PROBLEM TO SOLVE
In the copy, include every entry exactly but none of the pictures.

═══ DATASET ENTRIES

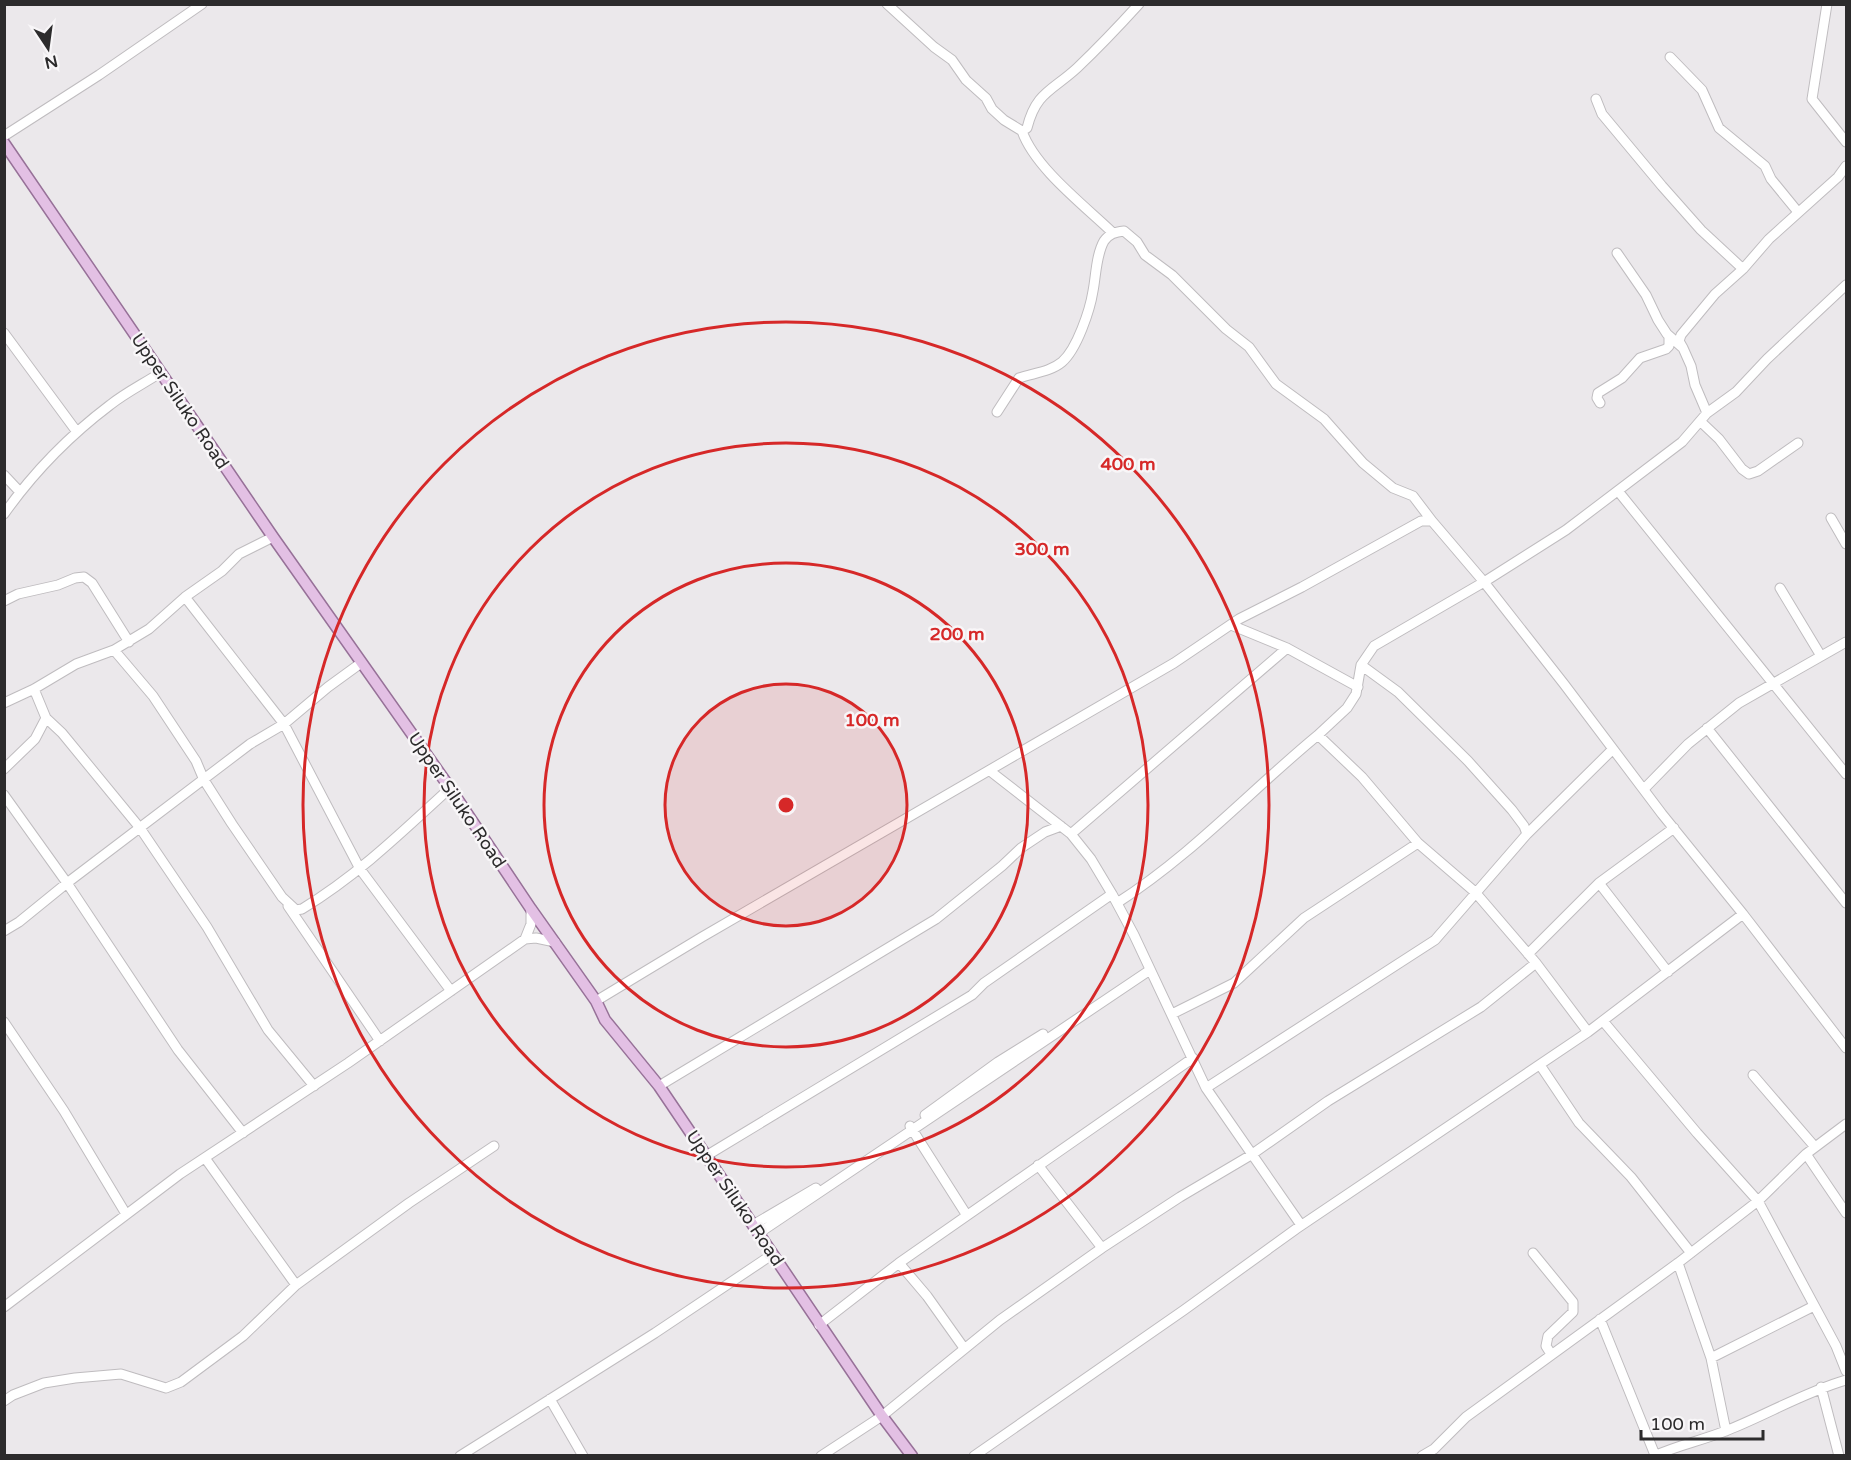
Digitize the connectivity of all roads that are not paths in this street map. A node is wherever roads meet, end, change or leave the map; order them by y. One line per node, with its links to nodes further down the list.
1 (202, 4): 8 (street)
2 (887, 4): 7 (street)
3 (1139, 4): 7 (street)
4 (1827, 4): 10 (street)
5 (1670, 57): 12 (street)
6 (1596, 99): 15 (street)
7 (1022, 131): 13 (street)
8 (4, 136)
9 (4, 142): 20 (main road, Upper Siluko Road)
10 (1846, 142)
11 (1846, 166): 12 (street)
12 (1798, 212): 15 (street)
13 (1113, 232): 22 (street); 31 (street)
14 (1617, 253): 18 (street)
15 (1743, 269): 19 (street)
16 (1846, 285): 23 (street)
17 (4, 333): 24 (street)
18 (1669, 336): 19 (street); 21 (street)
19 (1683, 348): 23 (street)
20 (160, 373): 24 (street); 32 (main road, Upper Siluko Road)
21 (1600, 403)
22 (997, 412)
23 (1703, 417): 25 (street); 27 (street)
24 (77, 432): 28 (street)
25 (1798, 443)
26 (4, 475): 28 (street)
27 (1618, 491): 34 (street); 46 (street)
28 (20, 492): 29 (street)
29 (4, 514)
30 (1831, 518): 33 (street)
31 (1432, 520): 34 (street); 38 (street)
32 (273, 537): 36 (street); 44 (main road, Upper Siluko Road)
33 (1846, 544)
34 (1484, 582): 45 (street); 54 (street)
35 (1780, 588): 43 (street)
36 (185, 597): 39 (street); 51 (street)
37 (4, 601): 39 (street)
38 (1231, 625): 41 (street); 56 (street)
39 (129, 642): 42 (street)
40 (1846, 642): 43 (street)
41 (1287, 648): 47 (street); 65 (street)
42 (114, 650): 48 (street); 58 (street)
43 (1821, 656): 46 (street)
44 (361, 663): 51 (street); 59 (main road, Upper Siluko Road)
45 (1361, 665): 47 (street); 66 (street)
46 (1775, 683): 52 (street); 57 (street)
47 (1358, 687): 53 (street)
48 (34, 690): 49 (street); 50 (street)
49 (4, 703)
50 (46, 718): 55 (street); 63 (street)
51 (284, 724): 58 (street); 68 (street)
52 (1707, 728): 60 (street); 75 (street)
53 (1318, 735): 67 (street); 74 (street)
54 (1613, 749): 60 (street); 66 (street)
55 (4, 769)
56 (990, 771): 62 (street); 86 (street)
57 (1846, 774)
58 (204, 780): 63 (street); 73 (street)
59 (450, 788): 68 (street); 76 (main road, Upper Siluko Road)
60 (1644, 789): 64 (street)
61 (4, 795): 70 (street)
62 (1061, 826): 65 (street); 98 (street)
63 (140, 828): 70 (street); 97 (street)
64 (1674, 828): 69 (street); 77 (street)
65 (1071, 834): 72 (street)
66 (1527, 834): 71 (street)
67 (1418, 843): 71 (street); 87 (street)
68 (360, 869): 73 (street); 85 (street)
69 (1599, 882): 81 (street); 84 (street)
70 (67, 883): 78 (street); 102 (street)
71 (1475, 892): 81 (street); 99 (street)
72 (1112, 894): 74 (street); 107 (street)
73 (282, 897): 92 (street)
74 (1117, 903): 83 (street)
75 (1846, 903)
76 (531, 909): 79 (street); 80 (main road, Upper Siluko Road)
77 (1743, 914): 84 (street); 93 (street)
78 (4, 931)
79 (525, 939): 80 (street); 85 (street)
80 (555, 942): 86 (main road, Upper Siluko Road)
81 (1528, 954): 82 (street)
82 (1536, 963): 90 (street); 106 (street)
83 (1150, 970): 87 (street); 101 (street)
84 (1668, 972): 88 (street)
85 (451, 991): 92 (street)
86 (596, 1001): 98 (main road, Upper Siluko Road)
87 (1172, 1014): 94 (street)
88 (1603, 1021): 90 (street); 110 (street)
89 (4, 1022): 112 (street)
90 (1588, 1032): 95 (street)
91 (1043, 1034): 101 (street)
92 (380, 1041): 97 (street)
93 (1846, 1048)
94 (1193, 1058): 99 (street); 109 (street)
95 (1540, 1065): 114 (street); 118 (street)
96 (1753, 1075): 104 (street)
97 (314, 1086): 102 (street)
98 (659, 1086): 107 (main road, Upper Siluko Road)
99 (1206, 1088): 106 (street)
100 (1846, 1124): 104 (street)
101 (910, 1129): 113 (street); 115 (street)
102 (243, 1133): 108 (street)
103 (494, 1146): 122 (street)
104 (1815, 1147): 105 (street)
105 (1806, 1154): 110 (street); 111 (street)
106 (1251, 1155): 114 (street); 116 (street)
107 (706, 1156): 115 (main road, Upper Siluko Road)
108 (205, 1158): 112 (street); 122 (street)
109 (1038, 1165): 113 (street); 116 (street)
110 (1758, 1201): 118 (street); 123 (street)
111 (1846, 1212)
112 (126, 1214): 124 (street)
113 (965, 1216): 120 (street)
114 (1301, 1226): 142 (street)
115 (756, 1229): 119 (main road, Upper Siluko Road)
116 (1102, 1248): 127 (street)
117 (1533, 1253): 128 (street)
118 (1691, 1253): 121 (street)
119 (773, 1254): 126 (main road, Upper Siluko Road); 133 (street)
120 (899, 1263): 126 (street); 127 (street)
121 (1678, 1263): 125 (street); 129 (street)
122 (296, 1285): 134 (street)
123 (1814, 1306): 129 (street); 130 (street)
124 (4, 1307)
125 (1600, 1319): 128 (street); 144 (street)
126 (819, 1325): 135 (main road, Upper Siluko Road)
127 (964, 1348): 135 (street)
128 (1551, 1354): 143 (street)
129 (1711, 1358): 136 (street)
130 (1846, 1371)
131 (1846, 1380): 132 (street)
132 (1821, 1387): 136 (street); 146 (street)
133 (550, 1399): 138 (street); 139 (street)
134 (4, 1401)
135 (882, 1416): 140 (street); 141 (main road, Upper Siluko Road)
136 (1726, 1431): 137 (street)
137 (1678, 1446): 144 (street); 145 (street)
138 (460, 1455)
139 (583, 1455)
140 (821, 1455)
141 (912, 1455)
142 (974, 1455)
143 (1422, 1455)
144 (1655, 1455)
145 (1682, 1455)
146 (1839, 1455)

══════

ANSWER TO THIS PROBLEM
Digitize the connectivity of all roads that are not paths in this street map. A node is wherever roads meet, end, change or leave the map; order them by y. One line per node, with its links to nodes further down the list.
1 (202, 4): 8 (street)
2 (887, 4): 7 (street)
3 (1139, 4): 7 (street)
4 (1827, 4): 10 (street)
5 (1670, 57): 12 (street)
6 (1596, 99): 15 (street)
7 (1022, 131): 13 (street)
8 (4, 136)
9 (4, 142): 20 (main road, Upper Siluko Road)
10 (1846, 142)
11 (1846, 166): 12 (street)
12 (1798, 212): 15 (street)
13 (1113, 232): 22 (street); 31 (street)
14 (1617, 253): 18 (street)
15 (1743, 269): 19 (street)
16 (1846, 285): 23 (street)
17 (4, 333): 24 (street)
18 (1669, 336): 19 (street); 21 (street)
19 (1683, 348): 23 (street)
20 (160, 373): 24 (street); 32 (main road, Upper Siluko Road)
21 (1600, 403)
22 (997, 412)
23 (1703, 417): 25 (street); 27 (street)
24 (77, 432): 28 (street)
25 (1798, 443)
26 (4, 475): 28 (street)
27 (1618, 491): 34 (street); 46 (street)
28 (20, 492): 29 (street)
29 (4, 514)
30 (1831, 518): 33 (street)
31 (1432, 520): 34 (street); 38 (street)
32 (273, 537): 36 (street); 44 (main road, Upper Siluko Road)
33 (1846, 544)
34 (1484, 582): 45 (street); 54 (street)
35 (1780, 588): 43 (street)
36 (185, 597): 39 (street); 51 (street)
37 (4, 601): 39 (street)
38 (1231, 625): 41 (street); 56 (street)
39 (129, 642): 42 (street)
40 (1846, 642): 43 (street)
41 (1287, 648): 47 (street); 65 (street)
42 (114, 650): 48 (street); 58 (street)
43 (1821, 656): 46 (street)
44 (361, 663): 51 (street); 59 (main road, Upper Siluko Road)
45 (1361, 665): 47 (street); 66 (street)
46 (1775, 683): 52 (street); 57 (street)
47 (1358, 687): 53 (street)
48 (34, 690): 49 (street); 50 (street)
49 (4, 703)
50 (46, 718): 55 (street); 63 (street)
51 (284, 724): 58 (street); 68 (street)
52 (1707, 728): 60 (street); 75 (street)
53 (1318, 735): 67 (street); 74 (street)
54 (1613, 749): 60 (street); 66 (street)
55 (4, 769)
56 (990, 771): 62 (street); 86 (street)
57 (1846, 774)
58 (204, 780): 63 (street); 73 (street)
59 (450, 788): 68 (street); 76 (main road, Upper Siluko Road)
60 (1644, 789): 64 (street)
61 (4, 795): 70 (street)
62 (1061, 826): 65 (street); 98 (street)
63 (140, 828): 70 (street); 97 (street)
64 (1674, 828): 69 (street); 77 (street)
65 (1071, 834): 72 (street)
66 (1527, 834): 71 (street)
67 (1418, 843): 71 (street); 87 (street)
68 (360, 869): 73 (street); 85 (street)
69 (1599, 882): 81 (street); 84 (street)
70 (67, 883): 78 (street); 102 (street)
71 (1475, 892): 81 (street); 99 (street)
72 (1112, 894): 74 (street); 107 (street)
73 (282, 897): 92 (street)
74 (1117, 903): 83 (street)
75 (1846, 903)
76 (531, 909): 79 (street); 80 (main road, Upper Siluko Road)
77 (1743, 914): 84 (street); 93 (street)
78 (4, 931)
79 (525, 939): 80 (street); 85 (street)
80 (555, 942): 86 (main road, Upper Siluko Road)
81 (1528, 954): 82 (street)
82 (1536, 963): 90 (street); 106 (street)
83 (1150, 970): 87 (street); 101 (street)
84 (1668, 972): 88 (street)
85 (451, 991): 92 (street)
86 (596, 1001): 98 (main road, Upper Siluko Road)
87 (1172, 1014): 94 (street)
88 (1603, 1021): 90 (street); 110 (street)
89 (4, 1022): 112 (street)
90 (1588, 1032): 95 (street)
91 (1043, 1034): 101 (street)
92 (380, 1041): 97 (street)
93 (1846, 1048)
94 (1193, 1058): 99 (street); 109 (street)
95 (1540, 1065): 114 (street); 118 (street)
96 (1753, 1075): 104 (street)
97 (314, 1086): 102 (street)
98 (659, 1086): 107 (main road, Upper Siluko Road)
99 (1206, 1088): 106 (street)
100 (1846, 1124): 104 (street)
101 (910, 1129): 113 (street); 115 (street)
102 (243, 1133): 108 (street)
103 (494, 1146): 122 (street)
104 (1815, 1147): 105 (street)
105 (1806, 1154): 110 (street); 111 (street)
106 (1251, 1155): 114 (street); 116 (street)
107 (706, 1156): 115 (main road, Upper Siluko Road)
108 (205, 1158): 112 (street); 122 (street)
109 (1038, 1165): 113 (street); 116 (street)
110 (1758, 1201): 118 (street); 123 (street)
111 (1846, 1212)
112 (126, 1214): 124 (street)
113 (965, 1216): 120 (street)
114 (1301, 1226): 142 (street)
115 (756, 1229): 119 (main road, Upper Siluko Road)
116 (1102, 1248): 127 (street)
117 (1533, 1253): 128 (street)
118 (1691, 1253): 121 (street)
119 (773, 1254): 126 (main road, Upper Siluko Road); 133 (street)
120 (899, 1263): 126 (street); 127 (street)
121 (1678, 1263): 125 (street); 129 (street)
122 (296, 1285): 134 (street)
123 (1814, 1306): 129 (street); 130 (street)
124 (4, 1307)
125 (1600, 1319): 128 (street); 144 (street)
126 (819, 1325): 135 (main road, Upper Siluko Road)
127 (964, 1348): 135 (street)
128 (1551, 1354): 143 (street)
129 (1711, 1358): 136 (street)
130 (1846, 1371)
131 (1846, 1380): 132 (street)
132 (1821, 1387): 136 (street); 146 (street)
133 (550, 1399): 138 (street); 139 (street)
134 (4, 1401)
135 (882, 1416): 140 (street); 141 (main road, Upper Siluko Road)
136 (1726, 1431): 137 (street)
137 (1678, 1446): 144 (street); 145 (street)
138 (460, 1455)
139 (583, 1455)
140 (821, 1455)
141 (912, 1455)
142 (974, 1455)
143 (1422, 1455)
144 (1655, 1455)
145 (1682, 1455)
146 (1839, 1455)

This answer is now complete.